In January 2009 Pauntley Parish Council was successful in its application to the O² ‘It’s Your Community’ fund for a grant of £940 towards the conservation work needed on the small area of common land at Compton Green.  This was something that was identified in our Parish Plan in 2007 as a project that many residents supported, with the majority wanting to see left essentially unchanged but with some management for wildlife.

Brenda Bainbridge, then Chair of Pauntley Parish Council, receiving the cheque for £940 from Angela Johnson of O².  

This award paid for essential tree surgery to remove unsafe trees, which took place on 28 January 2009, when a representative from O² came along to present the award to us.  We also worked with a group of children from Pauntley Primary School, as part of their final year project.  They helped us put up bird and bat boxes at the site, provided by Gloucestershire Wildlife Trust.  We will monitor the bird boxes although, as a protected species, the bats cannot be disturbed or handled except by a licensed person.

Mr and Mrs James, from Compton Green, have been watching the wildlife at the site for many years and gave the children records of their sightings.  We are continuing to collect further records to send to Gloucestershire Environmental Records Centre, and we have already seen the spread of some plants, such as wild daffodils, where the removal of the trees has opened up the wood, and butterflies have appeared in the clearings too. Clearance of some of the scrub has also taken place and this will be ongoing.
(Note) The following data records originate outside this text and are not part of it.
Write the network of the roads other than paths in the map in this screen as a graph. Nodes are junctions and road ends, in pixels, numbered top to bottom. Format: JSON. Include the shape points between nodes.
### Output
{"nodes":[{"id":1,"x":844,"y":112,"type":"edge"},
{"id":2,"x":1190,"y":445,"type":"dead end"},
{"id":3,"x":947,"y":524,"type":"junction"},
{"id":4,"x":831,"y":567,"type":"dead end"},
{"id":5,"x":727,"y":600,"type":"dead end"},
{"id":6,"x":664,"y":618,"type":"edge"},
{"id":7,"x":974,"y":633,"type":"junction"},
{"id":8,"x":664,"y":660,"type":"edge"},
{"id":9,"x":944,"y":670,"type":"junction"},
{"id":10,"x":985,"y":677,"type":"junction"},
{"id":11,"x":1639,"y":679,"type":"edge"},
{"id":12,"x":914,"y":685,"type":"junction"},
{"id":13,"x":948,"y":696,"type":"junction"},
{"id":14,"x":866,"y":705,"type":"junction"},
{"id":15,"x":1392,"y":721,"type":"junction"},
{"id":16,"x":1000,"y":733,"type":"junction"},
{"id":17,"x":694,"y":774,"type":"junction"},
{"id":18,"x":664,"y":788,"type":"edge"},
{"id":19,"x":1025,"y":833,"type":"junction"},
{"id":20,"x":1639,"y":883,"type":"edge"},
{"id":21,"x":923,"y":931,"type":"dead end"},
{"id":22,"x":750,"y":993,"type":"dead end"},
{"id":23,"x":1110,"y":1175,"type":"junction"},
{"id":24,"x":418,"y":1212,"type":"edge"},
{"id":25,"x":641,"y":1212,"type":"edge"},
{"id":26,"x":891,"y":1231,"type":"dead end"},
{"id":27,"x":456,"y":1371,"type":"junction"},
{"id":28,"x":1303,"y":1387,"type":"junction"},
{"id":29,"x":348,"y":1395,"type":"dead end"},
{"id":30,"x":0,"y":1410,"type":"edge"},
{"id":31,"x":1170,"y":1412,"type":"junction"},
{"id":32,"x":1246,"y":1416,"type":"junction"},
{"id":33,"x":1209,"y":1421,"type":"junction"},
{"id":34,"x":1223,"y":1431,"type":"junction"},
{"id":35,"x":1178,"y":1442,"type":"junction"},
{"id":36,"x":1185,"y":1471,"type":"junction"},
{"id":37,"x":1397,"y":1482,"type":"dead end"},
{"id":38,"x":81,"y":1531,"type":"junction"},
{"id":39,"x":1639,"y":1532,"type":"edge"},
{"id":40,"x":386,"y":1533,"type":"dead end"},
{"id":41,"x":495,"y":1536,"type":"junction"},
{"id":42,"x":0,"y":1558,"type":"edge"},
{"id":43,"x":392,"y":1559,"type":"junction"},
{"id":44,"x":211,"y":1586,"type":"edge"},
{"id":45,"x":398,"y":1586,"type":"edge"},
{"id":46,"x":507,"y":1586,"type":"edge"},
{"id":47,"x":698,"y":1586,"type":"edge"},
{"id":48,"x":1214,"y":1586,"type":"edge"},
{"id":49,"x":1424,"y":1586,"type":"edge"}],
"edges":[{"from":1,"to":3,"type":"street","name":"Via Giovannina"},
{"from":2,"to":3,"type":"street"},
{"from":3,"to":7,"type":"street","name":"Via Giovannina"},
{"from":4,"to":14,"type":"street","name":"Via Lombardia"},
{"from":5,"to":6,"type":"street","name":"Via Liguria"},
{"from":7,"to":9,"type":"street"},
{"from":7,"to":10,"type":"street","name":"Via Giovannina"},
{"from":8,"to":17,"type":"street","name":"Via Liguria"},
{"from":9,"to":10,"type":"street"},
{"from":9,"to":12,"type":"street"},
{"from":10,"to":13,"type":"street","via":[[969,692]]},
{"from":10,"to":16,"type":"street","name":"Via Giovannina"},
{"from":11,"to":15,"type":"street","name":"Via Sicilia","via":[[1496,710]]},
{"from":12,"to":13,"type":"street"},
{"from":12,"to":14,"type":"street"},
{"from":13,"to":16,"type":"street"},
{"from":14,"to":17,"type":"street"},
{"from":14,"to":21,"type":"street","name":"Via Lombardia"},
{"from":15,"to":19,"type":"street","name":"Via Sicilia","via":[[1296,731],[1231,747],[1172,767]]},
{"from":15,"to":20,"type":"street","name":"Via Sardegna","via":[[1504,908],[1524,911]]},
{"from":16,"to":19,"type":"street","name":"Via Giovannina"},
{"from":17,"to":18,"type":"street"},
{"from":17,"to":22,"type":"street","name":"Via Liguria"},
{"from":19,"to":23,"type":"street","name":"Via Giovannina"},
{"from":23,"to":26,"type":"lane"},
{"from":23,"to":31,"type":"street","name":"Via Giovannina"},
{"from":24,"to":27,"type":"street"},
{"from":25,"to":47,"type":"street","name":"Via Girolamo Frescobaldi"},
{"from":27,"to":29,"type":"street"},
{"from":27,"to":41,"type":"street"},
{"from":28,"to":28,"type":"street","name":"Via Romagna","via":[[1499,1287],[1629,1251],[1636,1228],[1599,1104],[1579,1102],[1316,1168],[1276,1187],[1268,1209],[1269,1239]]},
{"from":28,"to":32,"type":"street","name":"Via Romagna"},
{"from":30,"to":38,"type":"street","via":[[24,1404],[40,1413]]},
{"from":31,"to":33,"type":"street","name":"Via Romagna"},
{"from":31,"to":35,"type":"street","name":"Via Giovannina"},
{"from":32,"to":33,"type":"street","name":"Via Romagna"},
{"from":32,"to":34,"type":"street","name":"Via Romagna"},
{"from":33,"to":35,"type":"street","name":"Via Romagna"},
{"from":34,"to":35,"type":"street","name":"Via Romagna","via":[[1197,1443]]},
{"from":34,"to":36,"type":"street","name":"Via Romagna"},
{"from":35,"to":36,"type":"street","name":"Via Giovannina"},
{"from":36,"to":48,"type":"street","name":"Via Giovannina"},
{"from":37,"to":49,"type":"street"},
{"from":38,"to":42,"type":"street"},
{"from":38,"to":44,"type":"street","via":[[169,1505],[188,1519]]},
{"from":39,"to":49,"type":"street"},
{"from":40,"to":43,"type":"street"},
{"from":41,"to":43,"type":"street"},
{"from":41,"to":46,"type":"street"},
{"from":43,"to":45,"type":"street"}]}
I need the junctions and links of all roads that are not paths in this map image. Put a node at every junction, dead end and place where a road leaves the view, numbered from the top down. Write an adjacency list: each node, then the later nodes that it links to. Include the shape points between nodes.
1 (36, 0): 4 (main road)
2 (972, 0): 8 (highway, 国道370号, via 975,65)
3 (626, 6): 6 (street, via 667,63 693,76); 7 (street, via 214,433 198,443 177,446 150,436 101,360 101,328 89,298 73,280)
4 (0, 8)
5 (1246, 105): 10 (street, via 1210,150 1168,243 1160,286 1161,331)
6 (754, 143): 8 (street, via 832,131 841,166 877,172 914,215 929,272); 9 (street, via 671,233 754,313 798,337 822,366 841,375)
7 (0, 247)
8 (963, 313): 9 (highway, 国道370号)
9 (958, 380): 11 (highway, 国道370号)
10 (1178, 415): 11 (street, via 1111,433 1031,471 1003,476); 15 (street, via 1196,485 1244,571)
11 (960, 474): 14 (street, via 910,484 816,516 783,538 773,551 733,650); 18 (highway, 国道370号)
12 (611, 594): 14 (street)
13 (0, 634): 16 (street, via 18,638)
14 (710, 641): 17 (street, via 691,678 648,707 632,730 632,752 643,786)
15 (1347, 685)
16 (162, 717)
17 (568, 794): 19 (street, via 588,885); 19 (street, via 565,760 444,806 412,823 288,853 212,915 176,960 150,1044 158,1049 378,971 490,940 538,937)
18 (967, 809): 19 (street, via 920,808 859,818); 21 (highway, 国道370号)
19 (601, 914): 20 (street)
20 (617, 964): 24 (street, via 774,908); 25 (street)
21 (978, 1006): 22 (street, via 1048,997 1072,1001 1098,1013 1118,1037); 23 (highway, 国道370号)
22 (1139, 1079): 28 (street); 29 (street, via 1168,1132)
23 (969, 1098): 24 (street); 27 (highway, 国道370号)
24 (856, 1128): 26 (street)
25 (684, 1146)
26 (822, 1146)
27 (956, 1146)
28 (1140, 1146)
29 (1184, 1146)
Tree surgery at Compton Green in January 2009.  Around six dead or diseased trees were removed for safety reasons, where these were overhanging the road or the telephone wires.

Rosie Woolley from Gloucestershire Wildlife Trust, came to run a pond-dipping afternoon with the children, to look for some amphibians and insects to add to the records.  We will be setting up a light-trap for moths in the summer months, when we hope to have the help of the schoolchildren, and returning the next morning to record any moths we have found and releasing them back onto the site.  If the weather is good we will also be using a bat detector, which will tell us if there are any bats on the site by picking up their echo-location signals and enabling the species to be identified.  A native hedge around the perimeter of the site, which it is hoped to plant in the future, will help attract more birds and bats to the site by providing shelter for them and also food (such as berries and seeds), and will also encourage the insects on which some of them feed. We will continue to collect records of wildlife at the site and would be glad of any records of birds, animals, butterflies, plants etc, together with the date.  This will help us see if our work is helping wildlife at the site and whether any particular species are benefiting and can be further encouraged.